Cependant Boardwalk Empire a longtemps semblé un peu déséquilibré, son personnage central empêchant de réellement s'investir dans le sort des autres protagonistes, non pas en les occultant, mais plutôt parce qu'ils apparaissaient trop prévisibles, trop unidimensionnels, par rapport à cette figure tutélaire écrasante qu'incarne Nucky. C'est le temps qui a su corriger cela, avec la découverte progressive de différentes facettes de leur personnalités, se révélant dans la confrontation face à des situations inattendues. A mesure qu'ils gagnaient en épaisseur et en ambivalence, la série devenait plus homogène, permettant au téléspectateur de se sentir vraiment impliqué par le sort et les storylines de chacun. A un degré moindre, c'est d'ailleurs toute la galerie de personnages qui connaît cette maturation, les rêves parisiens brisés de la femme de Jimmy n'étant qu'un exemple parmi d'autres de la capacité de la série a peu à peu atteindre le plein potentiel de ses protagonistes.
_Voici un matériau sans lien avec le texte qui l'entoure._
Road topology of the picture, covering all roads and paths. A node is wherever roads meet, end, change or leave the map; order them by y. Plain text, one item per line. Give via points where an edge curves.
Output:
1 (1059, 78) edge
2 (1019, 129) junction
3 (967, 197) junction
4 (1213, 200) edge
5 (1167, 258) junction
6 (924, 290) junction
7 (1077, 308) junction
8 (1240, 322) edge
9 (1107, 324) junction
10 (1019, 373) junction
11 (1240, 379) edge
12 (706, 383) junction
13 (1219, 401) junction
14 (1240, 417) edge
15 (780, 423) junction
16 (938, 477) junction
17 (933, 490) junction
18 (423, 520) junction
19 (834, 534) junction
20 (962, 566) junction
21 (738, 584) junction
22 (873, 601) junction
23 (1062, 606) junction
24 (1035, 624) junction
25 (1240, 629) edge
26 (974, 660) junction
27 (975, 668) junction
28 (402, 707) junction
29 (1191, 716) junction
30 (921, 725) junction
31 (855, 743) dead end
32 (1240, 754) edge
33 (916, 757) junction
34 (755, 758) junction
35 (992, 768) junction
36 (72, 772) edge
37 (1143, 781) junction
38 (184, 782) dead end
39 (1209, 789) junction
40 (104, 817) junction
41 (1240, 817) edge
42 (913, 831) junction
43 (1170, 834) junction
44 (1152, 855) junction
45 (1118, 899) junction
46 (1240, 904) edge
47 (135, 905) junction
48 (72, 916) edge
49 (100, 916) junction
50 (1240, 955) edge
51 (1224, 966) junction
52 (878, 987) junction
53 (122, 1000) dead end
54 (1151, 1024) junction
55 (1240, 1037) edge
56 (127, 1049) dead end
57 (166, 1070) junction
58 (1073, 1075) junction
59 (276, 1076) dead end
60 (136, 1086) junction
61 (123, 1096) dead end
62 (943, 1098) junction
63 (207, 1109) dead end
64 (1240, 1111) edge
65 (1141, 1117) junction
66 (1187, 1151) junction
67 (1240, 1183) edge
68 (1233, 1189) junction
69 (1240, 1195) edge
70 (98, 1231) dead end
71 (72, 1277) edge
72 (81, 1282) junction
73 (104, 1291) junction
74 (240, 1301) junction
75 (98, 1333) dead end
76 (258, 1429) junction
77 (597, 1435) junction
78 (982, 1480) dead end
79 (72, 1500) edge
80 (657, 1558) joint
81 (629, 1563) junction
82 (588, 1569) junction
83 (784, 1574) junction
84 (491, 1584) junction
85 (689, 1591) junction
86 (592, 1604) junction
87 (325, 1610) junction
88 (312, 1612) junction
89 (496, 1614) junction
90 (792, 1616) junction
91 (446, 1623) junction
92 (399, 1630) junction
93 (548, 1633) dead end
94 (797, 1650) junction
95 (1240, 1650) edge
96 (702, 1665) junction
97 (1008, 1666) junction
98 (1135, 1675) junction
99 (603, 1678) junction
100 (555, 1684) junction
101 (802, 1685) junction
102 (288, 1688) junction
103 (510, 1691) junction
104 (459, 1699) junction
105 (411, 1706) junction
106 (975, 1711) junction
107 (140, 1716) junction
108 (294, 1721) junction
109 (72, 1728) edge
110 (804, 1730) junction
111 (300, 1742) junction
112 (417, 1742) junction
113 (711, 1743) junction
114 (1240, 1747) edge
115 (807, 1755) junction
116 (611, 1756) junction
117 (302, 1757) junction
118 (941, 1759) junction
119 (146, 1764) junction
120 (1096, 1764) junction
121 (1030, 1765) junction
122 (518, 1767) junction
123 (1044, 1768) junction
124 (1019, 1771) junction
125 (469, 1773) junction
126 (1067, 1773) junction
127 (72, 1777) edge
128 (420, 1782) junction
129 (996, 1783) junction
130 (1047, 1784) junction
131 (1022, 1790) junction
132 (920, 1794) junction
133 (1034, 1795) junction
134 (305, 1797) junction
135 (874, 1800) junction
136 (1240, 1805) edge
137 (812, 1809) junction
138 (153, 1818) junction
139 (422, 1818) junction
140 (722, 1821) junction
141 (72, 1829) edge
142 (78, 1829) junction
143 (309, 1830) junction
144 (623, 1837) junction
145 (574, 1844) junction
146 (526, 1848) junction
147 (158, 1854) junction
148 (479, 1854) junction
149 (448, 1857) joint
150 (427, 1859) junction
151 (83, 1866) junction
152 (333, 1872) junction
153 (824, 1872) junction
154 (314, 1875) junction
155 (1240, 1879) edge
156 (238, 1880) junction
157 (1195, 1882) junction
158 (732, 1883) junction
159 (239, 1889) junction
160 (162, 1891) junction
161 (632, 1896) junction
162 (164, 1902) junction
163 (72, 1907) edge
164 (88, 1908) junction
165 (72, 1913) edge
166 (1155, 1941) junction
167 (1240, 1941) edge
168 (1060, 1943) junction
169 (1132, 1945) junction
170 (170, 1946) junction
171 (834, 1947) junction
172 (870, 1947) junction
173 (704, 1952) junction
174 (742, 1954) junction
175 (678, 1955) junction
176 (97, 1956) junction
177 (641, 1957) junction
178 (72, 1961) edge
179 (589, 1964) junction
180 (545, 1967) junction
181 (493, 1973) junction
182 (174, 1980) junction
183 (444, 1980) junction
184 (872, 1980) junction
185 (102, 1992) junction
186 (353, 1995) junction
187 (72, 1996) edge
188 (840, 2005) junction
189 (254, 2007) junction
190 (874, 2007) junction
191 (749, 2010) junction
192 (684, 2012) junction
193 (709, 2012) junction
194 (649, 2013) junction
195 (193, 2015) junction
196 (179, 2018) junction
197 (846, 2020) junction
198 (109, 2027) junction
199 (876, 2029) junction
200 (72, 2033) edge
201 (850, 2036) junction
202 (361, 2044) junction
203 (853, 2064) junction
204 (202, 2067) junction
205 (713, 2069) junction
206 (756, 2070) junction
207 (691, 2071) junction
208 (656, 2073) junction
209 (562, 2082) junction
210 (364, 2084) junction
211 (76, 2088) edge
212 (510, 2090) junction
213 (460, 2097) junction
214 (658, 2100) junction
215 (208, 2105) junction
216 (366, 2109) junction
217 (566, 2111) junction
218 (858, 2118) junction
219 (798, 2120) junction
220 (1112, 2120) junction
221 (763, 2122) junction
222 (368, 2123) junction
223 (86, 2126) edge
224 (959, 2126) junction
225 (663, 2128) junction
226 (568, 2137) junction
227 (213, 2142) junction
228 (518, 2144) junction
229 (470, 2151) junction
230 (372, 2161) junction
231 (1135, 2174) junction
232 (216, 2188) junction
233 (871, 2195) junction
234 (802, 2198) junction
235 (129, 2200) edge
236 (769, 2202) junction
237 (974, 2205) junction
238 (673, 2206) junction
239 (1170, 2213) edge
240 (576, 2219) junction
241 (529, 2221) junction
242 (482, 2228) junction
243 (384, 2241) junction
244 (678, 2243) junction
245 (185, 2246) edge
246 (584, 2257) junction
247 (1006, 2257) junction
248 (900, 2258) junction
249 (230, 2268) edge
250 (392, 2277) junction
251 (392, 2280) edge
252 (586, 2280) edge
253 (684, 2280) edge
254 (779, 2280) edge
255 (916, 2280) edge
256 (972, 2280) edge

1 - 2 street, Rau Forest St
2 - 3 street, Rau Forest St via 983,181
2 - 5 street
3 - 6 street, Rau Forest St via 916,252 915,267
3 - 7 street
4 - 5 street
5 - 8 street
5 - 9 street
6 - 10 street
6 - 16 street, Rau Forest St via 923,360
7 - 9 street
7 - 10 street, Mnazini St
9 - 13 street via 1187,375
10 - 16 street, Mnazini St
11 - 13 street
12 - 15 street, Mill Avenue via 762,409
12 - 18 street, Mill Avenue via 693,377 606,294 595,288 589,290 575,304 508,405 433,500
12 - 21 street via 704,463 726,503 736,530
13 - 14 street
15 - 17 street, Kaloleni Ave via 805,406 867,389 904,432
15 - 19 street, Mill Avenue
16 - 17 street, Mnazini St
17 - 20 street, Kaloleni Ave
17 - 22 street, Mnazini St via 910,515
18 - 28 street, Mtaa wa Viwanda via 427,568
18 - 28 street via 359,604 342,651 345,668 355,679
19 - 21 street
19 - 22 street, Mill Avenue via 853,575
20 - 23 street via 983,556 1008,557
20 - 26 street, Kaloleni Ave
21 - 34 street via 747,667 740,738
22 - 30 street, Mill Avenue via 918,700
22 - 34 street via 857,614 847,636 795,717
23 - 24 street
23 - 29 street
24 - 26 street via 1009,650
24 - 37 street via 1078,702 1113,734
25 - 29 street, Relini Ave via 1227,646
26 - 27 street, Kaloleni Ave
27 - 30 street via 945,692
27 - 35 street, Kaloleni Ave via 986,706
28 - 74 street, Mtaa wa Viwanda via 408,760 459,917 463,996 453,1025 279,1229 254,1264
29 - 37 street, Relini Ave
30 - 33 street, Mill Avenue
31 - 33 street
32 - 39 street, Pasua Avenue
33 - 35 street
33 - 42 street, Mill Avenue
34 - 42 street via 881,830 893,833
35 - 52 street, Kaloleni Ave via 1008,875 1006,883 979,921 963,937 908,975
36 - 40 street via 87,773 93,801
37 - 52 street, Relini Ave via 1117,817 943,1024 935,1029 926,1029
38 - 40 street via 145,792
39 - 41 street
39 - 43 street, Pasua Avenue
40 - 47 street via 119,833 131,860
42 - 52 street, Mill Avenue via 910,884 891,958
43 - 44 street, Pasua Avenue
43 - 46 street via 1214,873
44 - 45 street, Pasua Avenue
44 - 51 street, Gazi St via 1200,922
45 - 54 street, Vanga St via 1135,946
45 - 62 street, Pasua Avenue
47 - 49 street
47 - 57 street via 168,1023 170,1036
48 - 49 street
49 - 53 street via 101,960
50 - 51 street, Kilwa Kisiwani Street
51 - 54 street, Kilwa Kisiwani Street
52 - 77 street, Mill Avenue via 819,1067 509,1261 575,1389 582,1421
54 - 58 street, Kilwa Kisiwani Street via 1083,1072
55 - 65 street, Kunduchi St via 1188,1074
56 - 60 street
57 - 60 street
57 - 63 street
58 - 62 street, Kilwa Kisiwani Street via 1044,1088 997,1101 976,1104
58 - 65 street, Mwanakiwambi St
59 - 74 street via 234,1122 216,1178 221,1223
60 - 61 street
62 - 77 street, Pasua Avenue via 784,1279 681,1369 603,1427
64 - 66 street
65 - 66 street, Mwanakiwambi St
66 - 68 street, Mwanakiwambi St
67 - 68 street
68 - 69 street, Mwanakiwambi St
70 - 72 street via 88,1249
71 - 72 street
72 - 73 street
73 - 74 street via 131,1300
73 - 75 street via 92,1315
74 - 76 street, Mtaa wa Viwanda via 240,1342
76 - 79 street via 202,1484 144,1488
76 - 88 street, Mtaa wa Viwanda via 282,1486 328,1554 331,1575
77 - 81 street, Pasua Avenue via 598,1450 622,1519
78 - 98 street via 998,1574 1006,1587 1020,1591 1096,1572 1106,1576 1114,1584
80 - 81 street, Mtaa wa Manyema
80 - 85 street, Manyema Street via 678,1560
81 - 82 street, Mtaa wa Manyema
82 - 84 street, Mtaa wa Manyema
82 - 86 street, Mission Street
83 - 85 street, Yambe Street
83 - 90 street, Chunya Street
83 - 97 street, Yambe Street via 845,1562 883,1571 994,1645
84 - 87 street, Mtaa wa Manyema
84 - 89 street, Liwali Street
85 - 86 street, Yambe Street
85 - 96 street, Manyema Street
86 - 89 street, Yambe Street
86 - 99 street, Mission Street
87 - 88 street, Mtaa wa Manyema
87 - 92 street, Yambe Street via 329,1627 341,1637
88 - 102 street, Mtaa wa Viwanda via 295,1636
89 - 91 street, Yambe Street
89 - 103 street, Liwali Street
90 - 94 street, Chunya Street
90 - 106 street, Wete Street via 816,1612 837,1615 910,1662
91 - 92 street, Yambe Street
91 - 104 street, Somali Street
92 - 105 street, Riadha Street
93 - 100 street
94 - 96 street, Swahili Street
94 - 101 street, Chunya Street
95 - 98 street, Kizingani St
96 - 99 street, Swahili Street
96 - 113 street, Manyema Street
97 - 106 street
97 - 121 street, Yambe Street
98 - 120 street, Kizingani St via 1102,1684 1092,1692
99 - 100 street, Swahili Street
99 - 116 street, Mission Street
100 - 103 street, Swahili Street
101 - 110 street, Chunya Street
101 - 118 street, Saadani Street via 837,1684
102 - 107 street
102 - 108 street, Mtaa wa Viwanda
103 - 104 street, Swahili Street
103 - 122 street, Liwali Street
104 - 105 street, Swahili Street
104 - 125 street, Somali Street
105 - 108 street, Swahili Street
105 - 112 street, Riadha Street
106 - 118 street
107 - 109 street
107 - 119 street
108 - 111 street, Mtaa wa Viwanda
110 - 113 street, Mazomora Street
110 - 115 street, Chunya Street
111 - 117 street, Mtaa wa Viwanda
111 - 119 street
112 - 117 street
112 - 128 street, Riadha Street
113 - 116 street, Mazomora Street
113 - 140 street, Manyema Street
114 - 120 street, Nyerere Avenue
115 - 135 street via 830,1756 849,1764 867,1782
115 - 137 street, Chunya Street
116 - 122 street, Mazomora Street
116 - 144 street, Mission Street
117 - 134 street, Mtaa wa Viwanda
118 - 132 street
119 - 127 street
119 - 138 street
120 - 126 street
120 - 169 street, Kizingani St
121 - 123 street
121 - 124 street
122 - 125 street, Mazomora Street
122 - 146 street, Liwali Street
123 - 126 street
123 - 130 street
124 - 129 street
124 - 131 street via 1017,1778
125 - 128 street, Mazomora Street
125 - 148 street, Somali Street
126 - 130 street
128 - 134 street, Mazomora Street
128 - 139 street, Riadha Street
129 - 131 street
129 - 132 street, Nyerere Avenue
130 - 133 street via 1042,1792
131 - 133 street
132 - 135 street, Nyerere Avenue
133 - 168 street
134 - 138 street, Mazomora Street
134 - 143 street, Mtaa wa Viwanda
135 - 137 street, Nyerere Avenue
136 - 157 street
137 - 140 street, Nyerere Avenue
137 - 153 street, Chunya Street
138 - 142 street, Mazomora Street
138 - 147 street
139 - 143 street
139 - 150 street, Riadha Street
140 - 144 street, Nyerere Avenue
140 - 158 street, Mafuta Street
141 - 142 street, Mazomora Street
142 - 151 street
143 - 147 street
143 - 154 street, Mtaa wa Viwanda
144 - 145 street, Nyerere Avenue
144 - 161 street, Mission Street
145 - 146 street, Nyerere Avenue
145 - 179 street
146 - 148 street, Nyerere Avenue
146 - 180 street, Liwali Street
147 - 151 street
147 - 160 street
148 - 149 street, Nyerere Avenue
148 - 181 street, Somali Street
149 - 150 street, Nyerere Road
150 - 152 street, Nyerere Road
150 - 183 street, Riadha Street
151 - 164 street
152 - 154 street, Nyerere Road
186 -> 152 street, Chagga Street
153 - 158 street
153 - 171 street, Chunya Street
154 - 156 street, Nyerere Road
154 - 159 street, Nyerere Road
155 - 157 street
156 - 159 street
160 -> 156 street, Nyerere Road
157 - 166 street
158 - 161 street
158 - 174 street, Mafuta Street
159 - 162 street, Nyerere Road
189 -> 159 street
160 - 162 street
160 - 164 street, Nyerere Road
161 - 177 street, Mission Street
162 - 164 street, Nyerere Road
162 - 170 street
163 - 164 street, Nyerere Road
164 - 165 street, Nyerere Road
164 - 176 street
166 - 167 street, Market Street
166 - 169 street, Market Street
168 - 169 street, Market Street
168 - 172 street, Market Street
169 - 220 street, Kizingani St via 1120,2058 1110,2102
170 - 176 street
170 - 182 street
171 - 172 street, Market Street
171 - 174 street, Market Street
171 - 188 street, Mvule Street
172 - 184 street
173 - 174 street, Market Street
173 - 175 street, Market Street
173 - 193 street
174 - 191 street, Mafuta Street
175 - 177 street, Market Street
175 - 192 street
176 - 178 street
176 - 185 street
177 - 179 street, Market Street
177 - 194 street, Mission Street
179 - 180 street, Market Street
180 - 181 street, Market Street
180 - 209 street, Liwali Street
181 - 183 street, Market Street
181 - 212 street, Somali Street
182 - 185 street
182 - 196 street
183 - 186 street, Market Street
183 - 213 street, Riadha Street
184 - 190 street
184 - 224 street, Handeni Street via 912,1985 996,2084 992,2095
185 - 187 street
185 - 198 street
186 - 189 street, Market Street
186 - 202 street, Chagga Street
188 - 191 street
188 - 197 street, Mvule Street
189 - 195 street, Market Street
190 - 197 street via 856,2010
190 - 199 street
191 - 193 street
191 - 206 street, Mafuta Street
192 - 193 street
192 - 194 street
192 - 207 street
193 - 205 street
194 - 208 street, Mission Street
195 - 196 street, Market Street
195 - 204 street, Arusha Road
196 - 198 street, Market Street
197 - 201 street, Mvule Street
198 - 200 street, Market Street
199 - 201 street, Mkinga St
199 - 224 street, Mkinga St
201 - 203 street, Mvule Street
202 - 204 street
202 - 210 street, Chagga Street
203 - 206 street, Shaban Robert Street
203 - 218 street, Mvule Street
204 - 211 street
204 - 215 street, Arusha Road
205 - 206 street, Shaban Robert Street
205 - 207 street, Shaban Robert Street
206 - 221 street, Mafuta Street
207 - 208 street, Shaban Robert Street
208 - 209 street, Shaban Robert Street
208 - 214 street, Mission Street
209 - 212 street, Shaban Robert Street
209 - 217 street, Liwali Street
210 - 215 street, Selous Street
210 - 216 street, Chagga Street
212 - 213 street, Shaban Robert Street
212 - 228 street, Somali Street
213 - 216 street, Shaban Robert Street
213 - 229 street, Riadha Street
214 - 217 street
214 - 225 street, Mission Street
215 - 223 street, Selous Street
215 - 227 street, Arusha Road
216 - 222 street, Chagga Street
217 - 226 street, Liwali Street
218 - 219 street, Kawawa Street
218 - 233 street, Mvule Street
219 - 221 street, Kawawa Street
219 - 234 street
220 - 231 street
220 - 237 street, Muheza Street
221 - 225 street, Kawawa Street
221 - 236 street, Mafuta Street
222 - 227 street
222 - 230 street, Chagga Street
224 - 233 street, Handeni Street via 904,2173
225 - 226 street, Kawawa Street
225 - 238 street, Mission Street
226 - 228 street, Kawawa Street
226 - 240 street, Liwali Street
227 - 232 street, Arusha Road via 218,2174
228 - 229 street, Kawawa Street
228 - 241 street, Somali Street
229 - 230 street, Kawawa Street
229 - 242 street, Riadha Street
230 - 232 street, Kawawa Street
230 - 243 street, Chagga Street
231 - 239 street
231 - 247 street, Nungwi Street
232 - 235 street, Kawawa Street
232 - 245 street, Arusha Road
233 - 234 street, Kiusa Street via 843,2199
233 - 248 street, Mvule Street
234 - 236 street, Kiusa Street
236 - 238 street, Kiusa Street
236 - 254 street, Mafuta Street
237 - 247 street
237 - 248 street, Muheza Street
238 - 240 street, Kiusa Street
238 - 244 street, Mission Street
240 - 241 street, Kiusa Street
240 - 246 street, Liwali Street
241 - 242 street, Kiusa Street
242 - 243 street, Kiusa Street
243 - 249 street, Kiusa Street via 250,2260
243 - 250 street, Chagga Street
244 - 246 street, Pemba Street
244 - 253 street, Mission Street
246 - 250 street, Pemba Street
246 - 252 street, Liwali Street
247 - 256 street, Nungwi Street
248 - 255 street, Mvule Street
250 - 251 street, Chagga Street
Seule la transformation de l'agent fédéral ne m'aura pas convaincue : ce personnage excessivement monolithique m'aura laissée avec une impression de malaise contant durant toute la saison. A la différence des autres, ses erreurs et son hypocrisie ne l'humanisent jamais, continuant de le placer en porte-à-faux par rapport au téléspectateur.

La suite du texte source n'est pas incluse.